* Task brief *
Could you transcribe every record below exactly, leaving out the pictures?

* Material shown *
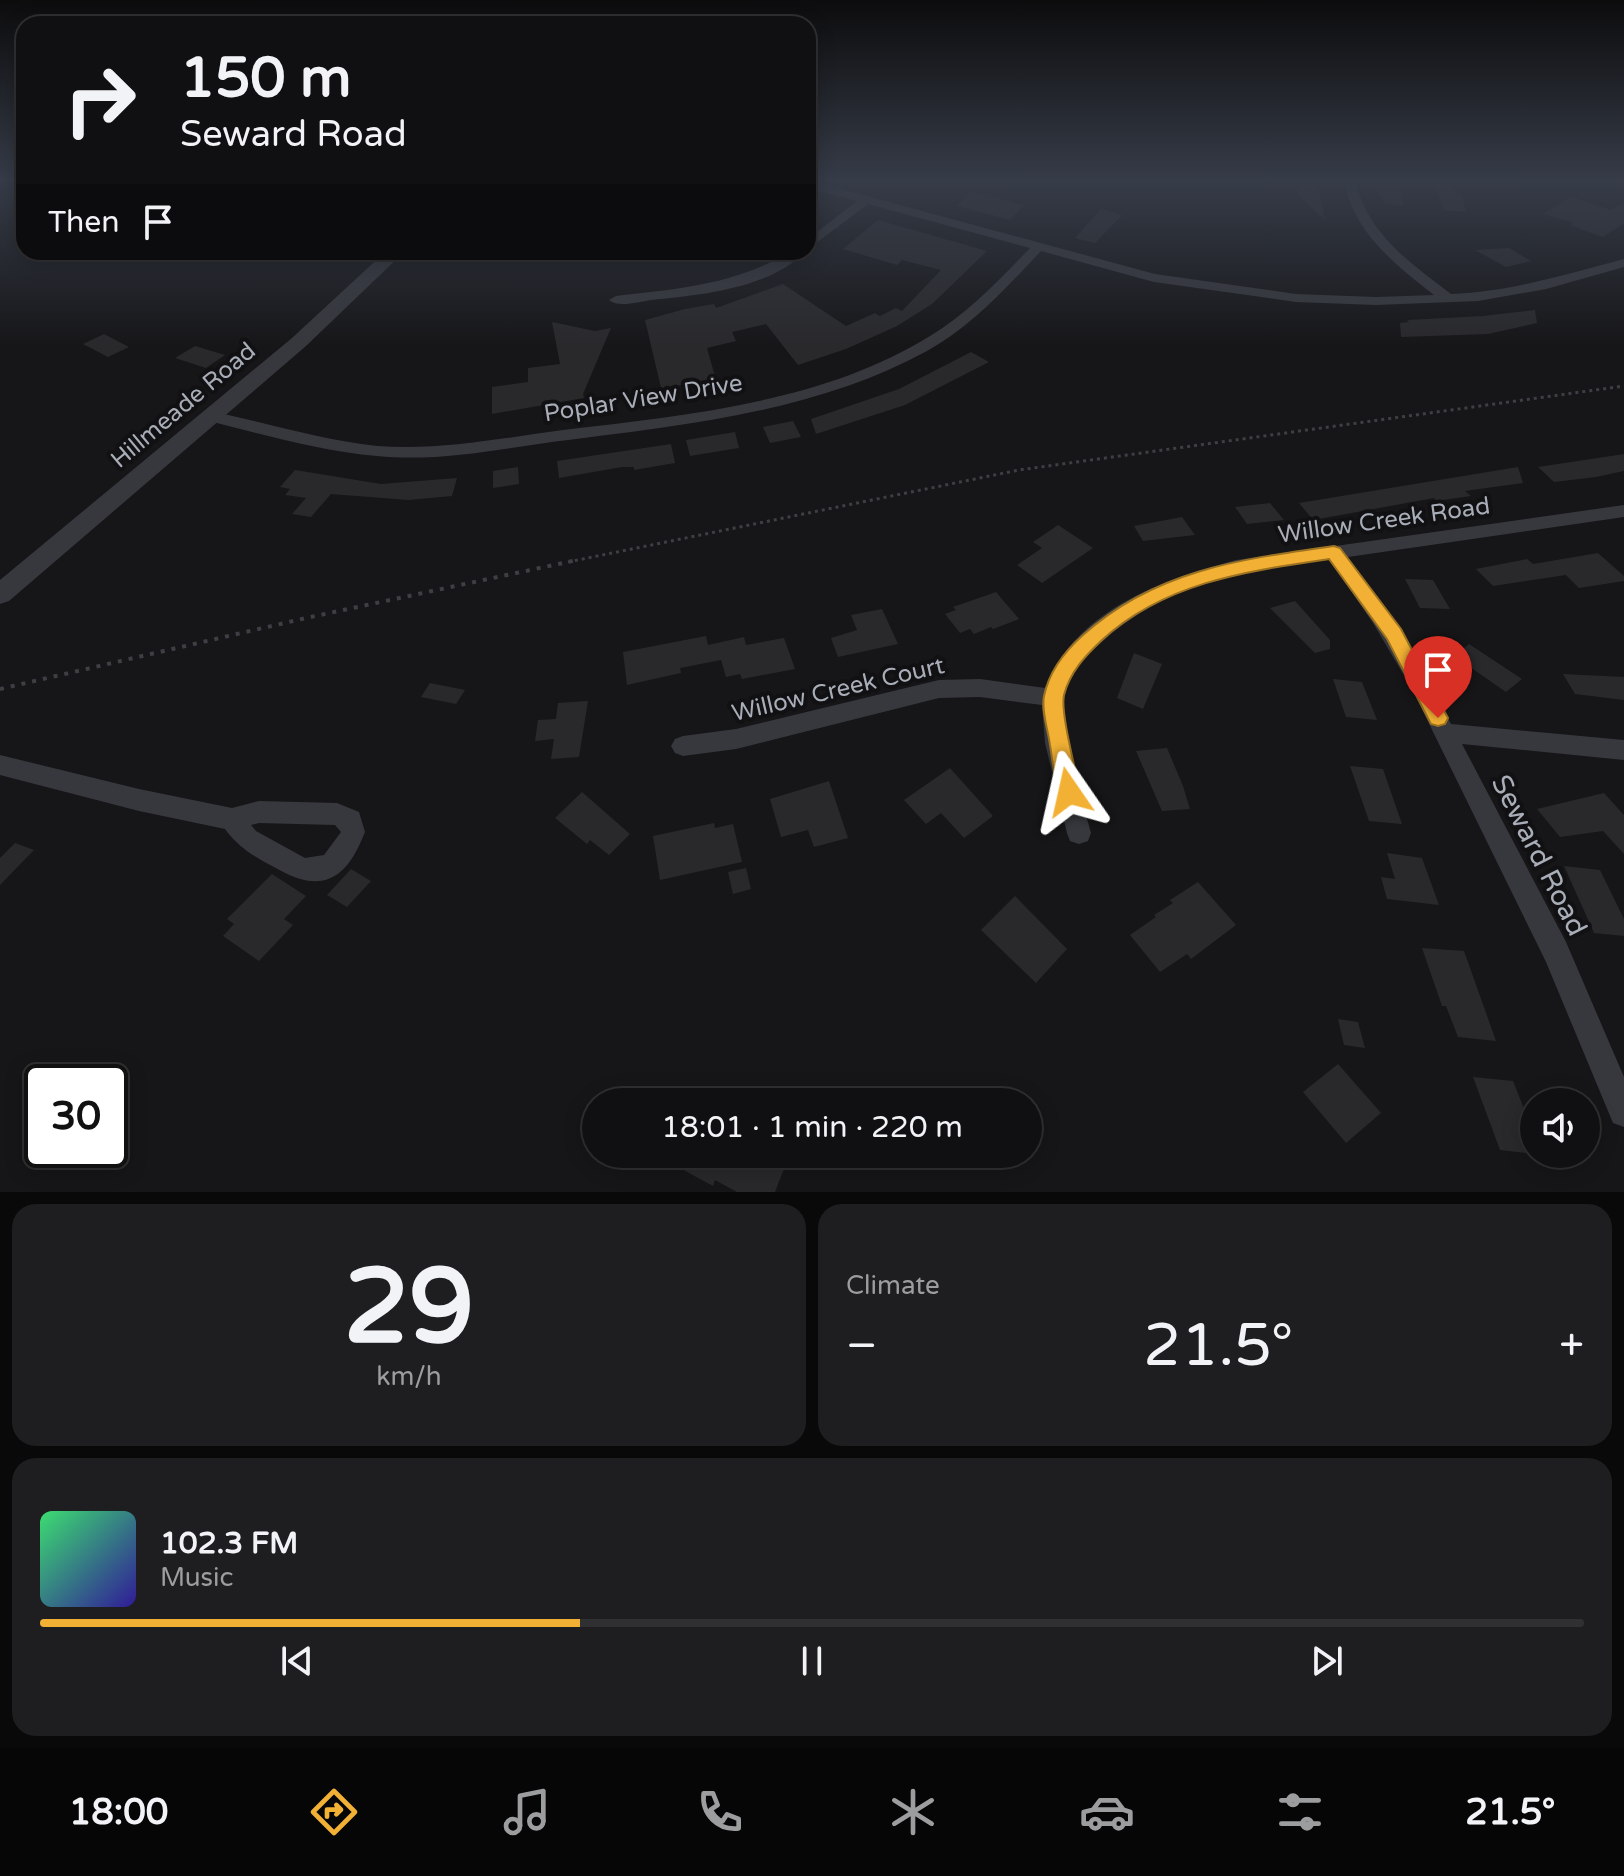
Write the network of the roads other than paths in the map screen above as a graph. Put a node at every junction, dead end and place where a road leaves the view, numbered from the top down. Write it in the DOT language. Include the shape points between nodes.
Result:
graph roads {
  1 [pos="995,236"];
  2 [pos="1375,236"];
  3 [pos="1038,247"];
  4 [pos="387,260"];
  5 [pos="786,260"];
  6 [pos="1624,263"];
  7 [pos="1449,299"];
  8 [pos="616,300"];
  9 [pos="211,416"];
  10 [pos="1624,511"];
  11 [pos="1334,552"];
  12 [pos="0,594"];
  13 [pos="1053,698"];
  14 [pos="1444,733"];
  15 [pos="683,746"];
  16 [pos="1624,750"];
  17 [pos="0,765"];
  18 [pos="232,819"];
  19 [pos="1079,833"];
  20 [pos="1624,1112"];
  1 -- 3 [label="street"];
  2 -- 7 [label="street"];
  3 -- 7 [label="street" via="1154,278 1256,294 1350,301"];
  3 -- 9 [label="street, Poplar View Drive" via="957,327 921,348 852,380 751,406 479,447 405,453 352,448"];
  4 -- 9 [label="street, Hillmeade Road"];
  5 -- 8 [label="street" via="742,279"];
  6 -- 7 [label="street" via="1521,291"];
  9 -- 12 [label="street, Hillmeade Road"];
  10 -- 11 [label="street, Willow Creek Road"];
  11 -- 13 [label="street, Willow Creek Road" via="1258,563 1155,593 1082,647 1064,669"];
  11 -- 14 [label="street, Seward Road" via="1394,635"];
  13 -- 15 [label="street, Willow Creek Court" via="980,688 939,689 736,739"];
  13 -- 19 [label="street"];
  14 -- 16 [label="street"];
  14 -- 20 [label="street, Seward Road" via="1556,952"];
  17 -- 18 [label="street"];
}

* Exercise solution *
Write the network of the roads other than paths in the map screen above as a graph. Put a node at every junction, dead end and place where a road leaves the view, numbered from the top down. Write it in the DOT language. Include the shape points between nodes.
Result:
graph roads {
  1 [pos="995,236"];
  2 [pos="1375,236"];
  3 [pos="1038,247"];
  4 [pos="387,260"];
  5 [pos="786,260"];
  6 [pos="1624,263"];
  7 [pos="1449,299"];
  8 [pos="616,300"];
  9 [pos="211,416"];
  10 [pos="1624,511"];
  11 [pos="1334,552"];
  12 [pos="0,594"];
  13 [pos="1053,698"];
  14 [pos="1444,733"];
  15 [pos="683,746"];
  16 [pos="1624,750"];
  17 [pos="0,765"];
  18 [pos="232,819"];
  19 [pos="1079,833"];
  20 [pos="1624,1112"];
  1 -- 3 [label="street"];
  2 -- 7 [label="street"];
  3 -- 7 [label="street" via="1154,278 1256,294 1350,301"];
  3 -- 9 [label="street, Poplar View Drive" via="957,327 921,348 852,380 751,406 479,447 405,453 352,448"];
  4 -- 9 [label="street, Hillmeade Road"];
  5 -- 8 [label="street" via="742,279"];
  6 -- 7 [label="street" via="1521,291"];
  9 -- 12 [label="street, Hillmeade Road"];
  10 -- 11 [label="street, Willow Creek Road"];
  11 -- 13 [label="street, Willow Creek Road" via="1258,563 1155,593 1082,647 1064,669"];
  11 -- 14 [label="street, Seward Road" via="1394,635"];
  13 -- 15 [label="street, Willow Creek Court" via="980,688 939,689 736,739"];
  13 -- 19 [label="street"];
  14 -- 16 [label="street"];
  14 -- 20 [label="street, Seward Road" via="1556,952"];
  17 -- 18 [label="street"];
}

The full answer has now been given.